Indonesia Corruption Watch (ICW) menilai KPK tengah memperlihatkan gelagat tak mau memeriksa Kaesang Pangarep untuk mengusut kasus dugaan gratifikasi penggunaan jet pribadi ke Amerika Serikat (AS).
Gelagat ini dapat dilihat dari lambatnya penanganan dugaan kasus gratifikasi penggunaan jet pribadi Kaesang oleh KPK. Kedatangannya mengklarifikasi penggunaan jet pribadi ke KPK beberapa waktu lalu dinilai sekadar formalitas.
"Kami mengkritik bagaimana KPK cukup lama untuk merespons, untuk memeriksa Kaesang. Kami melihat bahwa kedatangan Kaesang pada beberapa waktu lalu untuk mengklarifikasi, itu sekadar formalitas, karena yang digali oleh direktorat gratifikasi di bawah deputi pencegahan itu tidak cukup menggali keterangan yang lebih lengkap," kata Peneliti ICW Dicky Anandya di Kota Denpasar, Jumat (20/9).
KPK dinilai sudah sepantasnya menindaklanjuti dua aduan masyarakat tentang perkara dugaan gratifikasi penggunaan jet pribadi Kaesang. Apalagi, salah satu alat bukti yang dilampirkan terlapor adalah adanya surat kerja sama antara petinggi perusahaan e-commerce dengan Pemerintah Kota (Pemkot) Solo.
KPK diharapkan mencari kebenaran atau benang merah antara kerja sama tersebut dengan posisi Kaesang sebagai adik dari Gibran Rakabuming Raka, Bupati Pemkot Solo sekaligus Wapres terpilih Indonesia perindo 2024-2025.

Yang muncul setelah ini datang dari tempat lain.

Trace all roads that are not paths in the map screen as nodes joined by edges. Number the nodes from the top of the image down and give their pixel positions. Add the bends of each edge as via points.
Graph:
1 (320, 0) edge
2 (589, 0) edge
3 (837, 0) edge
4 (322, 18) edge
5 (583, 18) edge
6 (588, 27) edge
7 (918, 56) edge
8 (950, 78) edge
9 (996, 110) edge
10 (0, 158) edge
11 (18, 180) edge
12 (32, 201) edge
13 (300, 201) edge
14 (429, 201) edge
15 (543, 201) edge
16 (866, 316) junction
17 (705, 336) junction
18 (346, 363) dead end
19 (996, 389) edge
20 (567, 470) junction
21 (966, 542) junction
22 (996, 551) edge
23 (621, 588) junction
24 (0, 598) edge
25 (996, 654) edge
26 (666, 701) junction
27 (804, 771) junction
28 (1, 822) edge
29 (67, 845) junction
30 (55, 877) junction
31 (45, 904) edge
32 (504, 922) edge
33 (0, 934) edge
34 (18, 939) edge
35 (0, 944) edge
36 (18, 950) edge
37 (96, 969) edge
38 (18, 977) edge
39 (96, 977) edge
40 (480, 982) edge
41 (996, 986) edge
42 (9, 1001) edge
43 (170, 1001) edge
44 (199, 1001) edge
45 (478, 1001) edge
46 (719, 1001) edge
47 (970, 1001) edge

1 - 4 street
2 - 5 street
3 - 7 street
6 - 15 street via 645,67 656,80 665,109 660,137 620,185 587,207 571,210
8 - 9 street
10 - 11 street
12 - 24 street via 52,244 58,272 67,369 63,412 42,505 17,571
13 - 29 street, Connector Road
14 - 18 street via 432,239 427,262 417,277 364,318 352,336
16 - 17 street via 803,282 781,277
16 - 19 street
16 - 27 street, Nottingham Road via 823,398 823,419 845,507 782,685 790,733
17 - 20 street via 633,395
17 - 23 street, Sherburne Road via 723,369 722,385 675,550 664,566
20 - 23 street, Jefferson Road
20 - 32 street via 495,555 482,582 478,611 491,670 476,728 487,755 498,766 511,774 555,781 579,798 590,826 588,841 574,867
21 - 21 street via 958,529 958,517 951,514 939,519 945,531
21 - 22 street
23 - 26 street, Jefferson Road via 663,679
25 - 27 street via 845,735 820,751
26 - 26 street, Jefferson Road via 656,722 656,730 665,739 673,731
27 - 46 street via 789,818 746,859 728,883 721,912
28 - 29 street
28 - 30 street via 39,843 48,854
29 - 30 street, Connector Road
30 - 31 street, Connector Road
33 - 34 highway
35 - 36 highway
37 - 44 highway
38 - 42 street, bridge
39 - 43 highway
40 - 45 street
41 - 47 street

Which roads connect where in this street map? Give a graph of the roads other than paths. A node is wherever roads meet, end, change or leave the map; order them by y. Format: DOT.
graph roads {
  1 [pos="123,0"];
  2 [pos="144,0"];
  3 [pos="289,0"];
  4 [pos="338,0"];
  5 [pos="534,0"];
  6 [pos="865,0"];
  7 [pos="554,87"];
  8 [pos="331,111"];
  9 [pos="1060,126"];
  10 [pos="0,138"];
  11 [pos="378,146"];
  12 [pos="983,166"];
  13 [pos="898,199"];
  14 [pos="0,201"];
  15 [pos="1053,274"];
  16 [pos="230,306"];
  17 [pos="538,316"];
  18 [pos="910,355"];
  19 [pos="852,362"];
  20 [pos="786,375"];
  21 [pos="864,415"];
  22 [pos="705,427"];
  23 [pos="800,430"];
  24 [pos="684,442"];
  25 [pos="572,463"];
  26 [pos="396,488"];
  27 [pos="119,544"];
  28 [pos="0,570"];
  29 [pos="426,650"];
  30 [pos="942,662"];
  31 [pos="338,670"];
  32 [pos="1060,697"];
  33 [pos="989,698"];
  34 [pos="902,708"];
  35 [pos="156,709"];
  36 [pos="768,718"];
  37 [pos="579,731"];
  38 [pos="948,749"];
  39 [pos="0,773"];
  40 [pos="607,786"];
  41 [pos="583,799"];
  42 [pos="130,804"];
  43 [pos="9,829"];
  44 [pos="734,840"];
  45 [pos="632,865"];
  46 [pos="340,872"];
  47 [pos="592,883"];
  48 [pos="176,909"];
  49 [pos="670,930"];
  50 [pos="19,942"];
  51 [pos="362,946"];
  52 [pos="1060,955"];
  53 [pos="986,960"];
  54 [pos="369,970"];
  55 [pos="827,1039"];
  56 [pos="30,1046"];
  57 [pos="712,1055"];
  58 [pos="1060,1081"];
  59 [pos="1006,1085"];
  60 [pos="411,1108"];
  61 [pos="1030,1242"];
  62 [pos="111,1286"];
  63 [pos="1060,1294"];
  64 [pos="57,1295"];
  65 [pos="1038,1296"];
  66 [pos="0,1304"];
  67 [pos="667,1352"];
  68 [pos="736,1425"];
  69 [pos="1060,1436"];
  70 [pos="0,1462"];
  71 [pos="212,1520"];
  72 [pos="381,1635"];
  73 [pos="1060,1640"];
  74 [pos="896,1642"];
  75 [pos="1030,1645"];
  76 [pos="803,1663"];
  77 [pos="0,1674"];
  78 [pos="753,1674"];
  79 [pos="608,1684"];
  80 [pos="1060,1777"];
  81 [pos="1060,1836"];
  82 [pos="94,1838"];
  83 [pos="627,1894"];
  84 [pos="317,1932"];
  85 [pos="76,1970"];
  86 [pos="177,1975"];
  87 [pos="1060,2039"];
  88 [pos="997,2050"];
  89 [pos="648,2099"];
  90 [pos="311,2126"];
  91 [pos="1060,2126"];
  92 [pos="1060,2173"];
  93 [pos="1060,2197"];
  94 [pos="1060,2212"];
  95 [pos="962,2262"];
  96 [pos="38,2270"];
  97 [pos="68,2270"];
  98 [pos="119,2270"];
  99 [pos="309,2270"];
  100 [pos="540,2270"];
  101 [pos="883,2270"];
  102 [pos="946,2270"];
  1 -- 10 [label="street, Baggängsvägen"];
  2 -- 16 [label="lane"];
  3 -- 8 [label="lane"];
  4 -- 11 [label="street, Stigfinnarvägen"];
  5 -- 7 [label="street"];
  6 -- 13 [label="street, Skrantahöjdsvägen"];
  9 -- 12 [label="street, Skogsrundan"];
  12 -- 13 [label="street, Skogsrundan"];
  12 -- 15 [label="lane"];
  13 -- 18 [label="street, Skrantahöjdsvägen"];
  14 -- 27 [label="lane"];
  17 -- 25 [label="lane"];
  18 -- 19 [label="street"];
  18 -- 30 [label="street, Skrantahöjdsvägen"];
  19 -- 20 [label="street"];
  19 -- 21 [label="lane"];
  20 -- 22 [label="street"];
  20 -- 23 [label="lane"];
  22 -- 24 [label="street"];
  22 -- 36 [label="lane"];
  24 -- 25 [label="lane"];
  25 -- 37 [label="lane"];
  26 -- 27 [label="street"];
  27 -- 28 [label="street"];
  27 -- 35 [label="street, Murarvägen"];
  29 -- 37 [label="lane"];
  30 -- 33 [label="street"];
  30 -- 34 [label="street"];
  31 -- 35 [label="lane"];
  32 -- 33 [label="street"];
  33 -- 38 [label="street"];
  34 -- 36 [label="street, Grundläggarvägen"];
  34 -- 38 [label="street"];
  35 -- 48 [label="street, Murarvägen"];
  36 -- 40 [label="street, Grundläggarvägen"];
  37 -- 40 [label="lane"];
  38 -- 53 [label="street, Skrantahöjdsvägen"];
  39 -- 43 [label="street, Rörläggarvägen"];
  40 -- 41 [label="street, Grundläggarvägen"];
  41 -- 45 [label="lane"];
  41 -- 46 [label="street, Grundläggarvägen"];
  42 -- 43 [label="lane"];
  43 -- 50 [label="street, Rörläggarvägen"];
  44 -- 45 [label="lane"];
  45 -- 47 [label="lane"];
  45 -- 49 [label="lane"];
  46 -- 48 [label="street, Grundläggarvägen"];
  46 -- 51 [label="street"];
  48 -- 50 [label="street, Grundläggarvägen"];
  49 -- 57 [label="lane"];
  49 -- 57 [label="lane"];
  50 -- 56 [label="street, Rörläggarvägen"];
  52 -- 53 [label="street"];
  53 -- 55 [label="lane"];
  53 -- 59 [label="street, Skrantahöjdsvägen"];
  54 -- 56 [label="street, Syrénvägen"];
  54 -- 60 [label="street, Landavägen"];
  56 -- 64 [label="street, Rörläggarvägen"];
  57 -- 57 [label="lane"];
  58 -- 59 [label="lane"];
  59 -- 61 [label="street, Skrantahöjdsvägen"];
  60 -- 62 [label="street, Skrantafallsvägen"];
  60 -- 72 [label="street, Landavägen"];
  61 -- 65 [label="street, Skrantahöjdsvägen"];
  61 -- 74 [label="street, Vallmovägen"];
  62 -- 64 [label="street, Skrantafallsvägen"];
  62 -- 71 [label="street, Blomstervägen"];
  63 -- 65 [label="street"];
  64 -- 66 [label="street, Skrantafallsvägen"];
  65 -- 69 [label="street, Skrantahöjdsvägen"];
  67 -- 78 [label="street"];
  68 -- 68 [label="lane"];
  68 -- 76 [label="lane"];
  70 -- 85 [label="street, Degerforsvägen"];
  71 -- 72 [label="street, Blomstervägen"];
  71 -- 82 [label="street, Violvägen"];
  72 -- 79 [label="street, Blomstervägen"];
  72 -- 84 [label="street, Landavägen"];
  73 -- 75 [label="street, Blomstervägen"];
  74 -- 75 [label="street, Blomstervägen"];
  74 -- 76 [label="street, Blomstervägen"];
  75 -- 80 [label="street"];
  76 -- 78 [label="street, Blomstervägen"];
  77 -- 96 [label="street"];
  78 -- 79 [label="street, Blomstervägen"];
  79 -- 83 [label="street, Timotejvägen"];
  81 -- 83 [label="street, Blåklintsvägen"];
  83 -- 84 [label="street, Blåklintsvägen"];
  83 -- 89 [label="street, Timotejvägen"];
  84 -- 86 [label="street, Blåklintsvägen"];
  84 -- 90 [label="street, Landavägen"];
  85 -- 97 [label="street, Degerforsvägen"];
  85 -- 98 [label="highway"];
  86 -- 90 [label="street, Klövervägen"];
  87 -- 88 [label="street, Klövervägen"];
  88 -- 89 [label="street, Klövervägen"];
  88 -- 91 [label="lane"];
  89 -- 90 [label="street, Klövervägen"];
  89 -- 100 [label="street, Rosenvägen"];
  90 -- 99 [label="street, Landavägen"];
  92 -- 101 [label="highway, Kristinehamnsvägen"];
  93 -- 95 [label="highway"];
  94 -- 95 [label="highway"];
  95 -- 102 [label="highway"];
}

"Harus digali apakah kemudian adakah keterkaitan pemberian pemberian gratifikasi dengan jabatan yang melekat pada ayahnya Kaesang yang merupakan Presiden RI atau kakaknya Kaesang yang merupakan Wali Kota Solo, yang juga wakil presiden terpilih," katanya.
Selain itu, berdasarkan informasi publik, Kaesang bersama istri, Erina Gudono sudah berkali-kali menggunakan jet pribadi yang sama.
Menurutnya, KPK ogah mengusut dugaan kasus gratifikasi Kaesang karena Ketum PSI itu anak Presiden Jokowi. Sesuai UU Nomor 19 tahun 2019 tentang KPK disebutkan Presiden Jokowi membawahi kepemimpinan di rumpun eksekustif.
"Ini bisa dipahami atau bisa diasumsikan karena menimbulkan insinuasi, ini adalah dampak buruk dari revisi UU KPK. Di mana KPK itu hasil revisinya masuk dalam rumpun kekuasaan eksekutif, artinya dia di bawah presiden," kata Dicky.
"Jadi kuat dugaan KPK enggan untuk memeriksa Kaesang karena dia adalah anak presiden. Anak dari atasannya secara langsung," sambungnya.
Dicky menilai pucuk pimpinan KPK di bawah presiden membuatnya kehilangan independensi dalam mengusut kasus korupsi. KPK bahkan diduga takut mengusut dugaan kasus gratifikasi Kaesang.
"Persoalan UU yang menempatkan KPK di bawah kekuasaan eksekutif, di bawah presiden. Ini setidaknya mengindikasikan bahwa independensi KPK sudah tidak lagi, sudah (tidak) ada secara kelembagaan karena mereka rasanya agak takut untuk memeriksa anak dari presiden," katanya.
KPK diharap berani mengusut dugaan kasus gratifikasi penggunaan jet pribadi Kaesang. Hal ini karena perbuatan Kaesang bisa menjadi pembenaran bagi pejabat publik lainnya. Menurutnya, pejabat publik menerima gratifikasi melalui anak, istri, dan keluarganya demi terhindar dari jeratan hukum.
"Saya kira kalau KPK tidak berani mengusut perkara penerimaan gratifikasi oleh Kaesang ini akan menjadi preseden buruk ke depan. Ini akan dinormalisasi oleh pejabat-pejabat publik yang lain," katanya.